The moves come after years of dwindling market performance. GM, which once sold over four million vehicles annually in China at its 2017 peak, has seen sales nearly halve by 2023.
Profitability has plummeted, with a $347 million loss reported in the first nine months of 2023, compared to a $2 billion profit in 2017. The downturn is largely attributed to the rise of domestic Chinese automakers like BYD, which have benefitted from government subsidies and a surge in demand for electric vehicles.
The restructuring aims to stabilize GM’s joint venture with SAIC, which produces Buicks, Chevrolets, and Cadillacs, and restore profitability without requiring additional capital investment from GM.

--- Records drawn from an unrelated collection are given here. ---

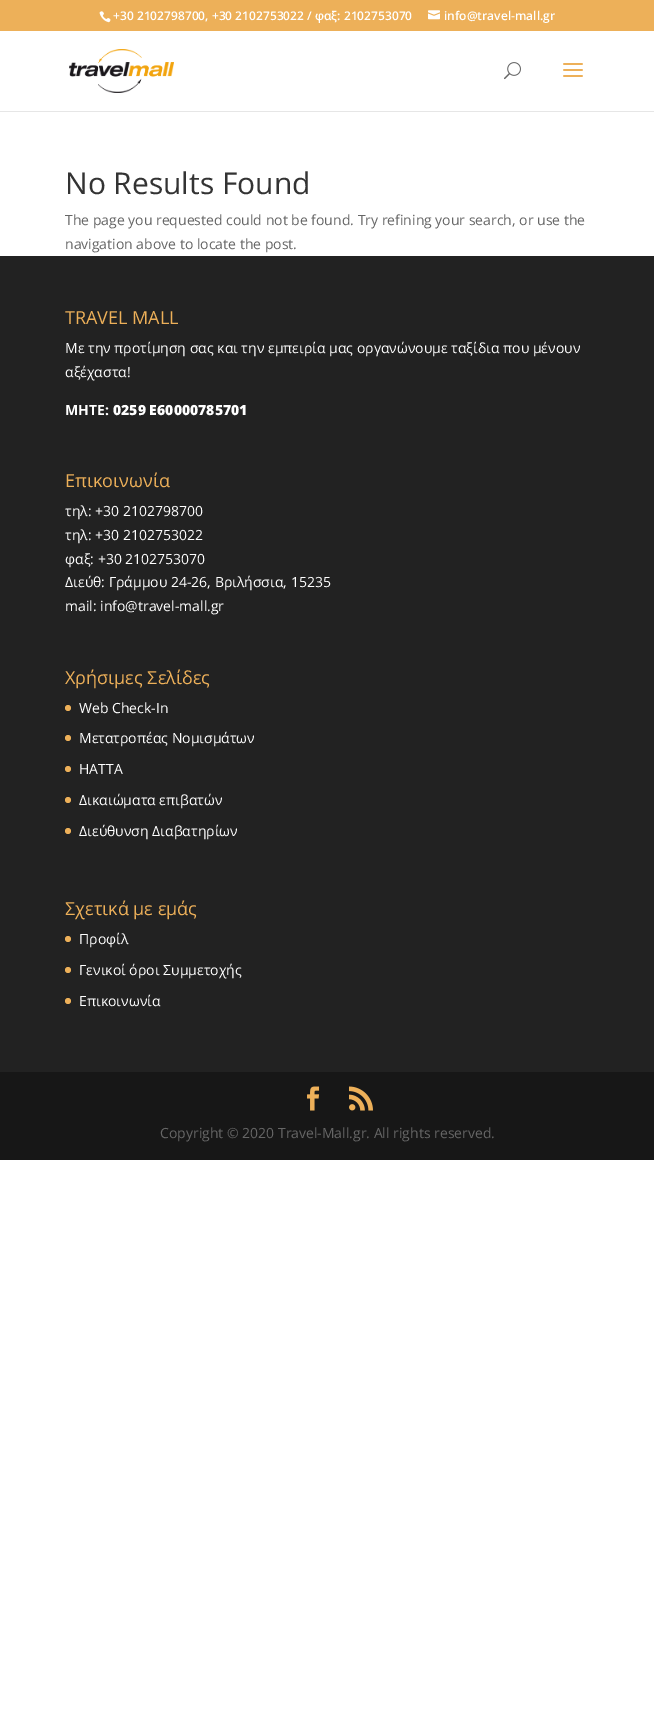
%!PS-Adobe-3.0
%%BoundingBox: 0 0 654 1722
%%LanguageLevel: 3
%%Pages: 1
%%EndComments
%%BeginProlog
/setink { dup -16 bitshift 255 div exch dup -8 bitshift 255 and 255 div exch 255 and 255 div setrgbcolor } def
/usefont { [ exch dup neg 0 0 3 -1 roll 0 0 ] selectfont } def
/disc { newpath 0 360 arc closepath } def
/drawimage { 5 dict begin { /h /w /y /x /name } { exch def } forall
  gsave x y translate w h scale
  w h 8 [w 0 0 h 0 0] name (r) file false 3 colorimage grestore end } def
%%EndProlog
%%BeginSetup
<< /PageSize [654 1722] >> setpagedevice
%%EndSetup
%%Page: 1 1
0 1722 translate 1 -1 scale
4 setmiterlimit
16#FFFFFF setink
0 0 654 1722 rectfill
16#EDB059 setink
0 0 654 31 rectfill
(img1.raw) 99 11 12 12 drawimage
/OpenSans-SemiBold 12 usefont
16#FFFFFF setink
113 20 moveto (+30 2102798700, +30 2102753022 / φαξ: 2102753070) show
(img2.raw) 428 10 12 10 drawimage
444 20 moveto (info@travel-mall.gr) show
16#E6E6E6 setink
0 111 654 1 rectfill
(img3.raw) 69 49 105 44 drawimage
(img4.raw) 504 62 17 18 drawimage
(img5.raw) 563 63 20 14 drawimage
/OpenSans-Regular 30 usefont
16#333333 setink
65 194 moveto (No Results Found) show
/OpenSans-Regular 14 usefont
16#666666 setink
65 225 moveto (The page you requested could not be found. Try refining your search, or use the) show
65 249 moveto (navigation above to locate the post.) show
16#222222 setink
0 256 654 816 rectfill
/OpenSans-Regular 18 usefont
16#EDB059 setink
65 324 moveto (TRAVEL MALL) show
/OpenSans-Regular 14 usefont
16#FFFFFF setink
65 353 moveto (Με την προτίμηση σας και την εμπειρία μας οργανώνουμε ταξίδια που μένουν) show
65 377 moveto (αξέχαστα!) show
/OpenSans-Bold 14 usefont
65 415 moveto (ΜΗΤΕ:) show
/OpenSans-ExtraBold 14 usefont
113 415 moveto (0259 E60000785701) show
/OpenSans-Regular 18 usefont
16#EDB059 setink
65 487 moveto (Επικοινωνία) show
/OpenSans-Regular 14 usefont
16#FFFFFF setink
[
    [(τηλ: +30 2102798700) 65 516]
    [(τηλ: +30 2102753022) 65 540]
    [(φαξ: +30 2102753070) 65 564]
    [(Διεύθ: Γράμμου 24-26, Βριλήσσια, 15235) 65 587]
    [(mail: info@travel-mall.gr) 65 611]
] { aload pop moveto show } forall
/OpenSans-Regular 18 usefont
16#EDB059 setink
65 684 moveto (Χρήσιμες Σελίδες) show
68 708 3 disc fill
/OpenSans-Regular 14 usefont
16#FFFFFF setink
79 713 moveto (Web Check-In) show
16#EDB059 setink
68 738 3 disc fill
16#FFFFFF setink
79 743 moveto (Μετατροπέας Νομισμάτων) show
16#EDB059 setink
68 769 3 disc fill
16#FFFFFF setink
79 774 moveto (HATTA) show
16#EDB059 setink
68 800 3 disc fill
16#FFFFFF setink
79 805 moveto (Δικαιώματα επιβατών) show
16#EDB059 setink
68 831 3 disc fill
16#FFFFFF setink
79 836 moveto (Διεύθυνση Διαβατηρίων) show
/OpenSans-Regular 18 usefont
16#EDB059 setink
65 915 moveto (Σχετικά με εμάς) show
68 939 3 disc fill
/OpenSans-Regular 14 usefont
16#FFFFFF setink
79 944 moveto (Προφίλ) show
16#EDB059 setink
68 970 3 disc fill
16#FFFFFF setink
79 975 moveto (Γενικοί όροι Συμμετοχής) show
16#EDB059 setink
68 1001 3 disc fill
16#FFFFFF setink
79 1006 moveto (Επικοινωνία) show
16#171717 setink
0 1072 654 88 rectfill
(img6.raw) 307 1086 13 25 drawimage
(img7.raw) 349 1086 24 25 drawimage
16#666666 setink
160 1138 moveto (Copyright © 2020 Travel-Mall.gr. All rights reserved.) show
showpage
%%EOF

Recall, back in August we noted that GM was cutting jobs amidst a "larger structural overhaul" in China. At the time we noted the shift indicated GM likely wouldn't eclipse its peak sales in the country it set in 2017.
Earlier this year they announced they were reducing staff in their China-focused departments, including research and development. At the time, GM and its partner SAIC were expected to discuss potential capacity cuts.
Bloomberg wrote this summer that the overhaul marked a significant change for GM, which once made billions in the Chinese market.
Despite the writedowns, GM says it remains optimistic about the venture's future viability, though the new valuation underscores reduced expectations for earnings in the region.